[MUD-Dev] The grass is always greener in the other field

cg at ami-cg.GraySage.Edmonton.AB.CA cg at ami-cg.GraySage.Edmonton.AB.CA
Thu Dec 16 19:06:05 CET 1999


[Matthew Mihaly:]

> Well, I'm not entirely sure I understand what you are talking about, as
> I'm not much of a techie, but from my meager understanding, I still don't
> understand how knowing which objects have non-default values will help
> with the problem as I stated it. For instance, there are about 6000 vials
> in Achaea currently. When you buy one, it will last 250 half-months
> (that's about 130 rl days).

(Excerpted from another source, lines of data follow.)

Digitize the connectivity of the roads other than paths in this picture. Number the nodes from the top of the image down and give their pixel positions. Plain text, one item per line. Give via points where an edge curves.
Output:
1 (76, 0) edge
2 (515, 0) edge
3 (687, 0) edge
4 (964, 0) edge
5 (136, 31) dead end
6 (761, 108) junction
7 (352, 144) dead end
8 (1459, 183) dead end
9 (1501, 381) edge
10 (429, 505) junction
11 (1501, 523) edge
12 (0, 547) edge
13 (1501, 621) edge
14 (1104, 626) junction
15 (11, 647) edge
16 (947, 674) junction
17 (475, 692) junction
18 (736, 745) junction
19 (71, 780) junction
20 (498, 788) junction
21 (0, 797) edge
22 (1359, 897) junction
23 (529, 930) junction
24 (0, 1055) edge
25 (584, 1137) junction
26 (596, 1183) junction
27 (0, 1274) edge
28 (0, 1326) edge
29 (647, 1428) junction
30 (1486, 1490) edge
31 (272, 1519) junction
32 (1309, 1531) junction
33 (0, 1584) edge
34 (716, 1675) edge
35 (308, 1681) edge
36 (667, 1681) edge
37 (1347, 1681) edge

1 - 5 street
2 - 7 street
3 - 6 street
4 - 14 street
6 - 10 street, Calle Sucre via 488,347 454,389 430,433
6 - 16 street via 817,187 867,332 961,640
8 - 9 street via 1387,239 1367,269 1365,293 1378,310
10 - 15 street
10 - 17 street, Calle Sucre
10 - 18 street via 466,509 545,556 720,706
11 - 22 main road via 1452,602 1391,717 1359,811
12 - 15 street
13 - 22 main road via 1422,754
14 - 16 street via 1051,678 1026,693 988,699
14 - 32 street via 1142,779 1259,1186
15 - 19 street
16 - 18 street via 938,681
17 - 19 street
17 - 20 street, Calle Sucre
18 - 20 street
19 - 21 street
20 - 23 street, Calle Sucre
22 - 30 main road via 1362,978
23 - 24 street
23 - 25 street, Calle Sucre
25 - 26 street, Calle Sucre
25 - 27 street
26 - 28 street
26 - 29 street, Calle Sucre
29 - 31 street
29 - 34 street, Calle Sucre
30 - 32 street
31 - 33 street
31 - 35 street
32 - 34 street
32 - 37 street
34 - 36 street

So, you've got 6000 vials, with their decay
> counter set at between 1 and 250. How can you aggregate these, unless they
> have the same decay times, without losing the information specific to
> them? (I didn't use the example of weapons and armour, as presumably they
> fall into the 10% that your 90% excluded, as they have multiple stats that
> can and will likely be different for most instances of the armour or
> weapon).

Well, in my system, an object takes a fixed overhead of 12 bytes, plus
8 bytes for each attribute that differs from what it gets from its
inheritance chain. So, if your vials differ only in their decay counters
(all else, like appearance, behaviour, etc. comes via inheritance), then
thats (12 + 8) * 6000 = 120K bytes. Quite a bit, yes, but perhaps it is
a lot less than other schemes would use?

If this were done using the C++ style inheritance of structure (rather than
of values), then each vial could easily be over 100 bytes of space. So,
I'm curious as to what kind of representation UO does here.

--
Don't design inefficiency in - it'll happen in the implementation.